▶ **EXERCISE DETAILS**: Every entry, from the first to the last, should be written out exactly.

.....

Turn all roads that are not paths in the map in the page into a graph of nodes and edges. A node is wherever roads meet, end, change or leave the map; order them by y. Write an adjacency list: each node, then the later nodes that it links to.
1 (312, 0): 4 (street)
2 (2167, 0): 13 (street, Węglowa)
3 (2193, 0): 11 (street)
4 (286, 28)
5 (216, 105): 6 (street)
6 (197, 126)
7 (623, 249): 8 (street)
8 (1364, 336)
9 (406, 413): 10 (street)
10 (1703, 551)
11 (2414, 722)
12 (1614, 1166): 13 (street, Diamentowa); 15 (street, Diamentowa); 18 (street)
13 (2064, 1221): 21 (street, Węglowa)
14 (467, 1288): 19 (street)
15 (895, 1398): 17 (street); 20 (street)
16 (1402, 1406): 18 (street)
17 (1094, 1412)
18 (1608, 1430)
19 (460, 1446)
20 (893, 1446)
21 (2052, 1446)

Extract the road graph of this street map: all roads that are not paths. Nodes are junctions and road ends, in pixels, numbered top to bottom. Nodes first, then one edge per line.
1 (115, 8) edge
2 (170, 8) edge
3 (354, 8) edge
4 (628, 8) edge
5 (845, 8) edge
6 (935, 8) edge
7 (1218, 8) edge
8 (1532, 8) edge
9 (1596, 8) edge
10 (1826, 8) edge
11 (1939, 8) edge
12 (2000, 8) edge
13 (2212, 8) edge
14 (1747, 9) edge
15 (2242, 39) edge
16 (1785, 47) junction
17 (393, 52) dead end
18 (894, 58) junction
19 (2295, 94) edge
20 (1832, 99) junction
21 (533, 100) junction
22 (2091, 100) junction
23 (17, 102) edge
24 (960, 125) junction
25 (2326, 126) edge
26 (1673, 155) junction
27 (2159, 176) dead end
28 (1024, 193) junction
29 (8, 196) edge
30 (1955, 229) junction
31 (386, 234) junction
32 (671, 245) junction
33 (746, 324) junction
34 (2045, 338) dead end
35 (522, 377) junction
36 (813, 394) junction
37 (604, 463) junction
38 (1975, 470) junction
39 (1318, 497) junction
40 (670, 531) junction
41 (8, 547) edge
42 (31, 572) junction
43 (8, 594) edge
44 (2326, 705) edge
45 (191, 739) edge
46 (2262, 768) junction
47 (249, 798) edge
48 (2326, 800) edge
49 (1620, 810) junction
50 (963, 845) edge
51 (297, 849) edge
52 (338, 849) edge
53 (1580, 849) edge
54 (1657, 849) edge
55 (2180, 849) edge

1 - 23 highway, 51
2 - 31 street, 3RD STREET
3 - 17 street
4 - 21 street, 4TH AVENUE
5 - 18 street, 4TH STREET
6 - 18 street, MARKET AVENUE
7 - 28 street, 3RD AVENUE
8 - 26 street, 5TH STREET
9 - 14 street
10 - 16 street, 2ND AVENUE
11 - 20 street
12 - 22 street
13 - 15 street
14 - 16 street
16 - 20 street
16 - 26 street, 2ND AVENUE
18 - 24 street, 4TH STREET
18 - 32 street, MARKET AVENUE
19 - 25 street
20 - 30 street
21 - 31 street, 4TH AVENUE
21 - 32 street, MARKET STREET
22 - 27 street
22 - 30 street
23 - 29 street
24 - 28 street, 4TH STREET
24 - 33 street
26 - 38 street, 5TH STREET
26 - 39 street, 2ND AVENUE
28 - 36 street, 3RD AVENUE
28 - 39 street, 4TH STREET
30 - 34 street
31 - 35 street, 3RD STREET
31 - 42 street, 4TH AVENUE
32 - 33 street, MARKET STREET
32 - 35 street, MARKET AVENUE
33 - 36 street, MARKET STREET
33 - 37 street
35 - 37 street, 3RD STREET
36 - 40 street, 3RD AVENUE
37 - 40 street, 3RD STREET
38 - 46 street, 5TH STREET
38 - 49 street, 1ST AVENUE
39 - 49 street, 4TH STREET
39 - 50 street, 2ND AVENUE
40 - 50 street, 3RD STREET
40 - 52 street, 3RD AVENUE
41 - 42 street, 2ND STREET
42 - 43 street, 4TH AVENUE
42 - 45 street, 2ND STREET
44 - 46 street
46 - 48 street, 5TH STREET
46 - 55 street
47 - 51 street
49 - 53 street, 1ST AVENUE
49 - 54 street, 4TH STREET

.....

▶ **WRITTEN ANSWER**:
Turn all roads that are not paths in the map in the page into a graph of nodes and edges. A node is wherever roads meet, end, change or leave the map; order them by y. Write an adjacency list: each node, then the later nodes that it links to.
1 (312, 0): 4 (street)
2 (2167, 0): 13 (street, Węglowa)
3 (2193, 0): 11 (street)
4 (286, 28)
5 (216, 105): 6 (street)
6 (197, 126)
7 (623, 249): 8 (street)
8 (1364, 336)
9 (406, 413): 10 (street)
10 (1703, 551)
11 (2414, 722)
12 (1614, 1166): 13 (street, Diamentowa); 15 (street, Diamentowa); 18 (street)
13 (2064, 1221): 21 (street, Węglowa)
14 (467, 1288): 19 (street)
15 (895, 1398): 17 (street); 20 (street)
16 (1402, 1406): 18 (street)
17 (1094, 1412)
18 (1608, 1430)
19 (460, 1446)
20 (893, 1446)
21 (2052, 1446)

Extract the road graph of this street map: all roads that are not paths. Nodes are junctions and road ends, in pixels, numbered top to bottom. Nodes first, then one edge per line.
1 (115, 8) edge
2 (170, 8) edge
3 (354, 8) edge
4 (628, 8) edge
5 (845, 8) edge
6 (935, 8) edge
7 (1218, 8) edge
8 (1532, 8) edge
9 (1596, 8) edge
10 (1826, 8) edge
11 (1939, 8) edge
12 (2000, 8) edge
13 (2212, 8) edge
14 (1747, 9) edge
15 (2242, 39) edge
16 (1785, 47) junction
17 (393, 52) dead end
18 (894, 58) junction
19 (2295, 94) edge
20 (1832, 99) junction
21 (533, 100) junction
22 (2091, 100) junction
23 (17, 102) edge
24 (960, 125) junction
25 (2326, 126) edge
26 (1673, 155) junction
27 (2159, 176) dead end
28 (1024, 193) junction
29 (8, 196) edge
30 (1955, 229) junction
31 (386, 234) junction
32 (671, 245) junction
33 (746, 324) junction
34 (2045, 338) dead end
35 (522, 377) junction
36 (813, 394) junction
37 (604, 463) junction
38 (1975, 470) junction
39 (1318, 497) junction
40 (670, 531) junction
41 (8, 547) edge
42 (31, 572) junction
43 (8, 594) edge
44 (2326, 705) edge
45 (191, 739) edge
46 (2262, 768) junction
47 (249, 798) edge
48 (2326, 800) edge
49 (1620, 810) junction
50 (963, 845) edge
51 (297, 849) edge
52 (338, 849) edge
53 (1580, 849) edge
54 (1657, 849) edge
55 (2180, 849) edge

1 - 23 highway, 51
2 - 31 street, 3RD STREET
3 - 17 street
4 - 21 street, 4TH AVENUE
5 - 18 street, 4TH STREET
6 - 18 street, MARKET AVENUE
7 - 28 street, 3RD AVENUE
8 - 26 street, 5TH STREET
9 - 14 street
10 - 16 street, 2ND AVENUE
11 - 20 street
12 - 22 street
13 - 15 street
14 - 16 street
16 - 20 street
16 - 26 street, 2ND AVENUE
18 - 24 street, 4TH STREET
18 - 32 street, MARKET AVENUE
19 - 25 street
20 - 30 street
21 - 31 street, 4TH AVENUE
21 - 32 street, MARKET STREET
22 - 27 street
22 - 30 street
23 - 29 street
24 - 28 street, 4TH STREET
24 - 33 street
26 - 38 street, 5TH STREET
26 - 39 street, 2ND AVENUE
28 - 36 street, 3RD AVENUE
28 - 39 street, 4TH STREET
30 - 34 street
31 - 35 street, 3RD STREET
31 - 42 street, 4TH AVENUE
32 - 33 street, MARKET STREET
32 - 35 street, MARKET AVENUE
33 - 36 street, MARKET STREET
33 - 37 street
35 - 37 street, 3RD STREET
36 - 40 street, 3RD AVENUE
37 - 40 street, 3RD STREET
38 - 46 street, 5TH STREET
38 - 49 street, 1ST AVENUE
39 - 49 street, 4TH STREET
39 - 50 street, 2ND AVENUE
40 - 50 street, 3RD STREET
40 - 52 street, 3RD AVENUE
41 - 42 street, 2ND STREET
42 - 43 street, 4TH AVENUE
42 - 45 street, 2ND STREET
44 - 46 street
46 - 48 street, 5TH STREET
46 - 55 street
47 - 51 street
49 - 53 street, 1ST AVENUE
49 - 54 street, 4TH STREET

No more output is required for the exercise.